++++ Provided records ++++

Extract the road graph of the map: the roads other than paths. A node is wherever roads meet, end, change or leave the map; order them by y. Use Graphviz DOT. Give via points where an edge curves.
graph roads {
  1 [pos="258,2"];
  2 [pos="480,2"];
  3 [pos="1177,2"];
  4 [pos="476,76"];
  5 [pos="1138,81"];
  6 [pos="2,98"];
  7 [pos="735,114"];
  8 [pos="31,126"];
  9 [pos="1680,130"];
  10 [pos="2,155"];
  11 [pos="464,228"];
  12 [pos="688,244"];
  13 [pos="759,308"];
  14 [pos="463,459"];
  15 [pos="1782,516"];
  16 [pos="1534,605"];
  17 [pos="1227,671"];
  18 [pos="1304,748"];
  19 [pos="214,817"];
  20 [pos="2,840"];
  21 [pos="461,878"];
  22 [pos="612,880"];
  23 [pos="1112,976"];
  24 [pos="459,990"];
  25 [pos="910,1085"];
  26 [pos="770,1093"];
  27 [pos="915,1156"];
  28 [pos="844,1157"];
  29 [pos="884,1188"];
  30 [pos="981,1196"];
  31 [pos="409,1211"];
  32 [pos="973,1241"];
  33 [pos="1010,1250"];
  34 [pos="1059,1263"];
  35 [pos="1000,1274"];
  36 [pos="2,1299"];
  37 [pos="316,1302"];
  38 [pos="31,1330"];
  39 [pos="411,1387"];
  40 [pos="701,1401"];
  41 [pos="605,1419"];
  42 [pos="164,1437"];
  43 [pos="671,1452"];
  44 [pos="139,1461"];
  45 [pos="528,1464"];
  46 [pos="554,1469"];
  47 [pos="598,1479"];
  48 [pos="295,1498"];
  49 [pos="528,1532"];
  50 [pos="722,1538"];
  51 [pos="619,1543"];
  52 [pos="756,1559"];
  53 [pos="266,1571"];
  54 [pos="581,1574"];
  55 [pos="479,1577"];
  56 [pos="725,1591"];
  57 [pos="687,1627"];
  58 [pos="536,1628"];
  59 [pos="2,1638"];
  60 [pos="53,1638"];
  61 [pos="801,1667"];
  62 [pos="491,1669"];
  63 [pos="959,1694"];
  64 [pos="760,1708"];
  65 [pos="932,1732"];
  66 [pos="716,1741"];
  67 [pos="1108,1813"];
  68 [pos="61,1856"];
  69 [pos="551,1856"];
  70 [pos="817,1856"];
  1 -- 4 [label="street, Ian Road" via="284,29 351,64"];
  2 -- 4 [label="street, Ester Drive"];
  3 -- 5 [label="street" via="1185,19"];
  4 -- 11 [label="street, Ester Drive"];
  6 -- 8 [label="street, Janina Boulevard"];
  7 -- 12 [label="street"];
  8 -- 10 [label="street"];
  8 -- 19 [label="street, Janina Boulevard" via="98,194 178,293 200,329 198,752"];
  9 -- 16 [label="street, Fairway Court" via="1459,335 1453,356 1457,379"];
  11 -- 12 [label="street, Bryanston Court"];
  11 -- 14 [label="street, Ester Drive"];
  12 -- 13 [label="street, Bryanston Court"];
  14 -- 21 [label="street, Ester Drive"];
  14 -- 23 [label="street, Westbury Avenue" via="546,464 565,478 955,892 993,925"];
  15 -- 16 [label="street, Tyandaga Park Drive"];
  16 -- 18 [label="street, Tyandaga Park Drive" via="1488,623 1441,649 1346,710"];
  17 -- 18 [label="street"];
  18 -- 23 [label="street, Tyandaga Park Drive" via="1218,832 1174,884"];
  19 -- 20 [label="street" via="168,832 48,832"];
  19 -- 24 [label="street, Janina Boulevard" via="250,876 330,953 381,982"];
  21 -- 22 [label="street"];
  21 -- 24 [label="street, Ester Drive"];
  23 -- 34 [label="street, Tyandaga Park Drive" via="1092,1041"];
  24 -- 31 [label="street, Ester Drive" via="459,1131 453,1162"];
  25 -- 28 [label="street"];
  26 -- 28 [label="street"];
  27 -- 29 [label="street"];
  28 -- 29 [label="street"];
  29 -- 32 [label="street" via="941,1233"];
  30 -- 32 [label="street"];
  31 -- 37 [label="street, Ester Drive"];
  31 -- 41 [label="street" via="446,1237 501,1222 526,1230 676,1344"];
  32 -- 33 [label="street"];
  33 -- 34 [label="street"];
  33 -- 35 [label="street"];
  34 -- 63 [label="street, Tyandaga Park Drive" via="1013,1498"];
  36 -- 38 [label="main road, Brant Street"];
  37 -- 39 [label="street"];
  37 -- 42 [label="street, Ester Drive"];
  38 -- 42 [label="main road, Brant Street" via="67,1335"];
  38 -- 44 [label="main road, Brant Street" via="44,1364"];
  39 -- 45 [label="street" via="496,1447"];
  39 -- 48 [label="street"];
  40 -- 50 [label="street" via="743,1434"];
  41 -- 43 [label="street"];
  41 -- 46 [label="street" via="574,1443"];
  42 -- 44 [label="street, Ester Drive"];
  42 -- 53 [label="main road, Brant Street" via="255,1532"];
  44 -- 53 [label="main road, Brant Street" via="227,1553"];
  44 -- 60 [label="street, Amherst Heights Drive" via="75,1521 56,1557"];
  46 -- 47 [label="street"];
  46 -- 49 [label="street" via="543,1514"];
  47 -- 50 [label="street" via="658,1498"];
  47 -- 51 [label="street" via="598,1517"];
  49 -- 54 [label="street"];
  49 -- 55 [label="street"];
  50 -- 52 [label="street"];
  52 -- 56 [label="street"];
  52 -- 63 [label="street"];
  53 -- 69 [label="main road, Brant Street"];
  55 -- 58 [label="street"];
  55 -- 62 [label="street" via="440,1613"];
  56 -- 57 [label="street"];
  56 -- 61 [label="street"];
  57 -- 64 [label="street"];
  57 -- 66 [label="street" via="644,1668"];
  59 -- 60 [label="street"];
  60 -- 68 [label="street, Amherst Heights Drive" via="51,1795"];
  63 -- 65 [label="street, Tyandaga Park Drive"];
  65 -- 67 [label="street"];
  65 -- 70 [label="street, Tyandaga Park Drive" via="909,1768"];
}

++++

* **What the exercise asks**:
Repeat the data in full. Nothing may be dropped or altered.

* **Solution to the problem**:
Extract the road graph of the map: the roads other than paths. A node is wherever roads meet, end, change or leave the map; order them by y. Use Graphviz DOT. Give via points where an edge curves.
graph roads {
  1 [pos="258,2"];
  2 [pos="480,2"];
  3 [pos="1177,2"];
  4 [pos="476,76"];
  5 [pos="1138,81"];
  6 [pos="2,98"];
  7 [pos="735,114"];
  8 [pos="31,126"];
  9 [pos="1680,130"];
  10 [pos="2,155"];
  11 [pos="464,228"];
  12 [pos="688,244"];
  13 [pos="759,308"];
  14 [pos="463,459"];
  15 [pos="1782,516"];
  16 [pos="1534,605"];
  17 [pos="1227,671"];
  18 [pos="1304,748"];
  19 [pos="214,817"];
  20 [pos="2,840"];
  21 [pos="461,878"];
  22 [pos="612,880"];
  23 [pos="1112,976"];
  24 [pos="459,990"];
  25 [pos="910,1085"];
  26 [pos="770,1093"];
  27 [pos="915,1156"];
  28 [pos="844,1157"];
  29 [pos="884,1188"];
  30 [pos="981,1196"];
  31 [pos="409,1211"];
  32 [pos="973,1241"];
  33 [pos="1010,1250"];
  34 [pos="1059,1263"];
  35 [pos="1000,1274"];
  36 [pos="2,1299"];
  37 [pos="316,1302"];
  38 [pos="31,1330"];
  39 [pos="411,1387"];
  40 [pos="701,1401"];
  41 [pos="605,1419"];
  42 [pos="164,1437"];
  43 [pos="671,1452"];
  44 [pos="139,1461"];
  45 [pos="528,1464"];
  46 [pos="554,1469"];
  47 [pos="598,1479"];
  48 [pos="295,1498"];
  49 [pos="528,1532"];
  50 [pos="722,1538"];
  51 [pos="619,1543"];
  52 [pos="756,1559"];
  53 [pos="266,1571"];
  54 [pos="581,1574"];
  55 [pos="479,1577"];
  56 [pos="725,1591"];
  57 [pos="687,1627"];
  58 [pos="536,1628"];
  59 [pos="2,1638"];
  60 [pos="53,1638"];
  61 [pos="801,1667"];
  62 [pos="491,1669"];
  63 [pos="959,1694"];
  64 [pos="760,1708"];
  65 [pos="932,1732"];
  66 [pos="716,1741"];
  67 [pos="1108,1813"];
  68 [pos="61,1856"];
  69 [pos="551,1856"];
  70 [pos="817,1856"];
  1 -- 4 [label="street, Ian Road" via="284,29 351,64"];
  2 -- 4 [label="street, Ester Drive"];
  3 -- 5 [label="street" via="1185,19"];
  4 -- 11 [label="street, Ester Drive"];
  6 -- 8 [label="street, Janina Boulevard"];
  7 -- 12 [label="street"];
  8 -- 10 [label="street"];
  8 -- 19 [label="street, Janina Boulevard" via="98,194 178,293 200,329 198,752"];
  9 -- 16 [label="street, Fairway Court" via="1459,335 1453,356 1457,379"];
  11 -- 12 [label="street, Bryanston Court"];
  11 -- 14 [label="street, Ester Drive"];
  12 -- 13 [label="street, Bryanston Court"];
  14 -- 21 [label="street, Ester Drive"];
  14 -- 23 [label="street, Westbury Avenue" via="546,464 565,478 955,892 993,925"];
  15 -- 16 [label="street, Tyandaga Park Drive"];
  16 -- 18 [label="street, Tyandaga Park Drive" via="1488,623 1441,649 1346,710"];
  17 -- 18 [label="street"];
  18 -- 23 [label="street, Tyandaga Park Drive" via="1218,832 1174,884"];
  19 -- 20 [label="street" via="168,832 48,832"];
  19 -- 24 [label="street, Janina Boulevard" via="250,876 330,953 381,982"];
  21 -- 22 [label="street"];
  21 -- 24 [label="street, Ester Drive"];
  23 -- 34 [label="street, Tyandaga Park Drive" via="1092,1041"];
  24 -- 31 [label="street, Ester Drive" via="459,1131 453,1162"];
  25 -- 28 [label="street"];
  26 -- 28 [label="street"];
  27 -- 29 [label="street"];
  28 -- 29 [label="street"];
  29 -- 32 [label="street" via="941,1233"];
  30 -- 32 [label="street"];
  31 -- 37 [label="street, Ester Drive"];
  31 -- 41 [label="street" via="446,1237 501,1222 526,1230 676,1344"];
  32 -- 33 [label="street"];
  33 -- 34 [label="street"];
  33 -- 35 [label="street"];
  34 -- 63 [label="street, Tyandaga Park Drive" via="1013,1498"];
  36 -- 38 [label="main road, Brant Street"];
  37 -- 39 [label="street"];
  37 -- 42 [label="street, Ester Drive"];
  38 -- 42 [label="main road, Brant Street" via="67,1335"];
  38 -- 44 [label="main road, Brant Street" via="44,1364"];
  39 -- 45 [label="street" via="496,1447"];
  39 -- 48 [label="street"];
  40 -- 50 [label="street" via="743,1434"];
  41 -- 43 [label="street"];
  41 -- 46 [label="street" via="574,1443"];
  42 -- 44 [label="street, Ester Drive"];
  42 -- 53 [label="main road, Brant Street" via="255,1532"];
  44 -- 53 [label="main road, Brant Street" via="227,1553"];
  44 -- 60 [label="street, Amherst Heights Drive" via="75,1521 56,1557"];
  46 -- 47 [label="street"];
  46 -- 49 [label="street" via="543,1514"];
  47 -- 50 [label="street" via="658,1498"];
  47 -- 51 [label="street" via="598,1517"];
  49 -- 54 [label="street"];
  49 -- 55 [label="street"];
  50 -- 52 [label="street"];
  52 -- 56 [label="street"];
  52 -- 63 [label="street"];
  53 -- 69 [label="main road, Brant Street"];
  55 -- 58 [label="street"];
  55 -- 62 [label="street" via="440,1613"];
  56 -- 57 [label="street"];
  56 -- 61 [label="street"];
  57 -- 64 [label="street"];
  57 -- 66 [label="street" via="644,1668"];
  59 -- 60 [label="street"];
  60 -- 68 [label="street, Amherst Heights Drive" via="51,1795"];
  63 -- 65 [label="street, Tyandaga Park Drive"];
  65 -- 67 [label="street"];
  65 -- 70 [label="street, Tyandaga Park Drive" via="909,1768"];
}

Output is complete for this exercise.